Weird. Why is NHTSA "facing challenges" in an area they don't even regulate?


What's weird is you'd go through that many documents- none of which have a single actual federal regulation specific to autonomous cars

And still be unclear about the facts already given to you.

They {B]do no regulate autonomy at all[/B] right now.

They COULD in the future. In fact I mentioned that specifically too.


So it is, indeed, very weird how often you claim to not know something, even after posting links that tell it to you.


This is interesting also: https://www.nhtsa.gov/staticfiles/rulemaking/pdf/Automated_Vehicles_Policy.pdf


NHTSA has a whole site dedicated to Automated vehicles here: Automated Vehicles for Safety
Do you really read that and think "NHTSA has nothing to do with Autonomous vehicles and is leaving everything up to the states"?

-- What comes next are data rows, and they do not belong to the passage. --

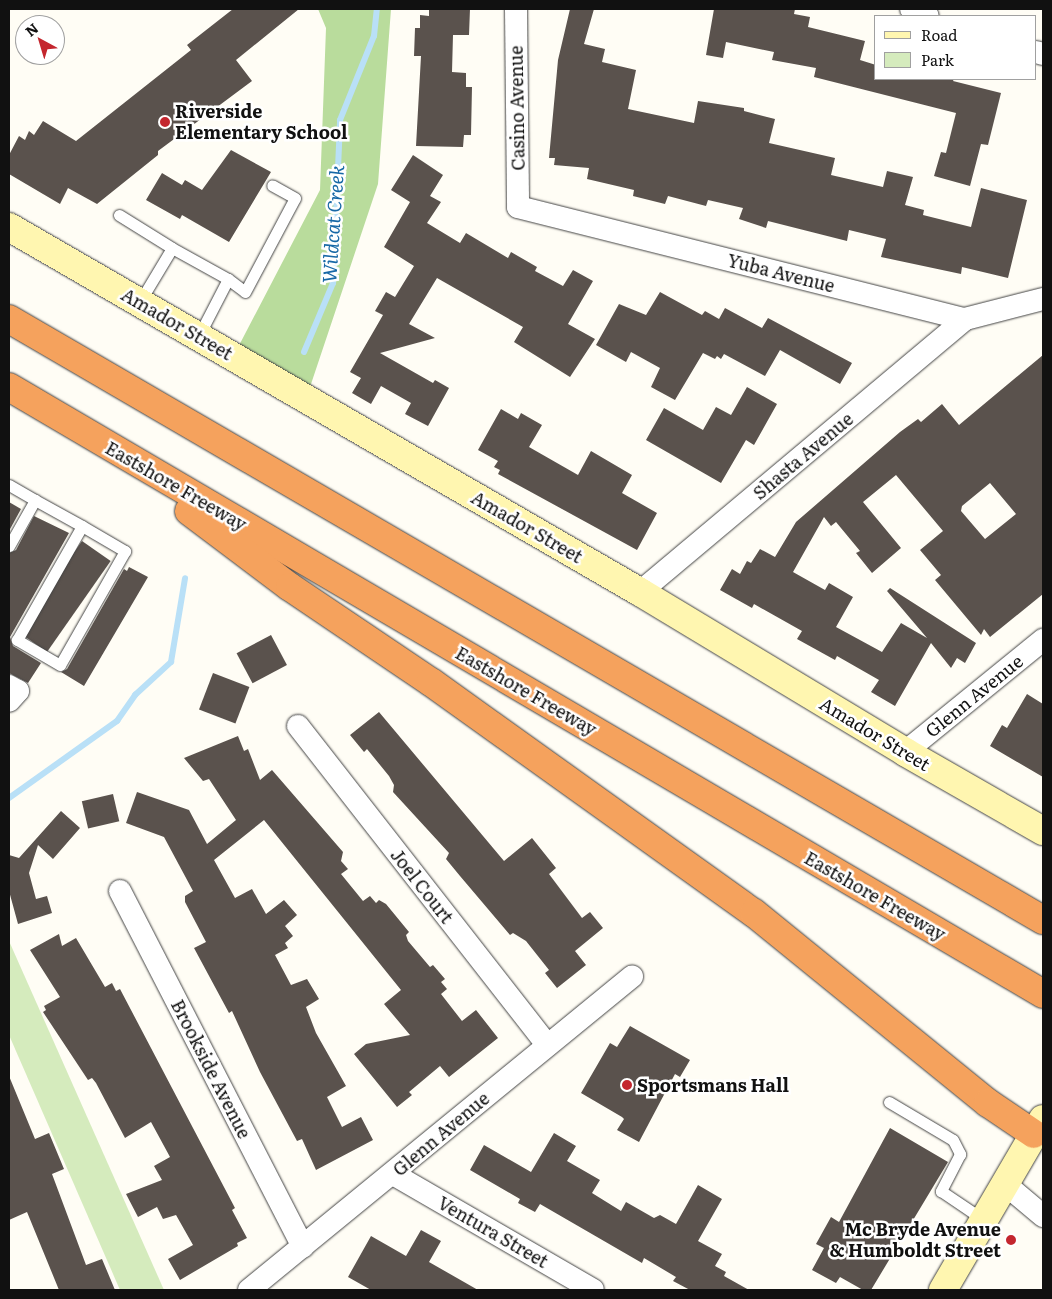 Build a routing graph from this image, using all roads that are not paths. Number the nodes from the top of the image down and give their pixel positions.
1 (516, 9) edge
2 (911, 9) edge
3 (926, 15) edge
4 (272, 184) dead end
5 (518, 207) joint
6 (119, 215) dead end
7 (9, 227) edge
8 (172, 248) junction
9 (228, 279) junction
10 (1043, 300) edge
11 (139, 303) junction
12 (9, 319) edge
13 (965, 319) junction
14 (198, 337) junction
15 (9, 387) edge
16 (86, 434) junction
17 (9, 484) edge
18 (35, 500) junction
19 (82, 526) junction
20 (9, 546) edge
21 (640, 592) junction
22 (1043, 640) edge
23 (9, 686) edge
24 (9, 700) edge
25 (298, 726) dead end
26 (905, 752) junction
27 (1043, 831) edge
28 (120, 891) dead end
29 (1043, 920) edge
30 (632, 976) dead end
31 (1043, 994) edge
32 (547, 1045) junction
33 (889, 1102) dead end
34 (1039, 1126) edge
35 (393, 1174) junction
36 (1005, 1184) junction
37 (1043, 1216) edge
38 (984, 1220) junction
39 (302, 1247) junction
40 (249, 1290) edge
41 (593, 1290) edge
42 (943, 1290) edge

1 - 5 street, Casino Avenue
2 - 3 street
4 - 9 lane
5 - 13 street, Yuba Avenue
6 - 8 lane
7 - 11 street, Amador Street
8 - 9 lane
8 - 11 lane
9 - 14 lane
10 - 13 street, Yuba Avenue
11 - 14 street, Amador Street
12 - 29 highway
13 - 21 street, Shasta Avenue
14 - 21 street, Amador Street
15 - 16 highway, Eastshore Freeway
16 - 31 highway, Eastshore Freeway
16 - 34 highway
17 - 18 lane
18 - 19 lane
18 - 20 lane
19 - 19 lane
21 - 26 street, Amador Street
22 - 26 street, Glenn Avenue
23 - 24 street
25 - 32 street, Joel Court
26 - 27 street, Amador Street
28 - 39 street, Brookside Avenue
30 - 32 street, Glenn Avenue
32 - 35 street, Glenn Avenue
33 - 38 lane
34 - 36 street
35 - 39 street, Glenn Avenue
35 - 41 street, Ventura Street
36 - 37 street
36 - 38 street
38 - 42 street
39 - 40 street, Glenn Avenue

Yes, because again that is the actual state of the law right now

In fact- that document is the NHTSA making recommendations to the states regarding state regulations


Once again you appear to link to sites you either didn't read or didn't understand.


One of the key goals listed is "Reducing policy uncertainty" - what policy uncertainty is there if NHTSA isn't a regulator?

Well- you seem incredibly uncertain about the whole thing- despite having been told the current state of things multiple times.


I notice you also skipped over the last post where you got caught admitting you already knew who states held responsible for driving systems while continually being "concerned" about how anyone can know the answer to that very question.


It makes your earlier denials about let's say less than sincere debate increasingly hard to believe given how you keep repeating the same stuff no matter how often it's explained to you.


You repeat that same behavior here- despite having been told half a dozen times these facts:

The NHTSA does not regulate self driving cars at this time - fact.

All current regulation of them is done by the states - fact.

The NHTSA could choose to do so in the future -fact.


Nothing you just linked to disagrees with those facts in any way but you act like there's still any confusion or misunderstanding on this stuff other than that which you are intentionally putting forward.
 
@Knightshade ...might I suggest you stop feeding the trolls. I, and others, do appreciate your responses but...feeding trolls is bad, m'kay.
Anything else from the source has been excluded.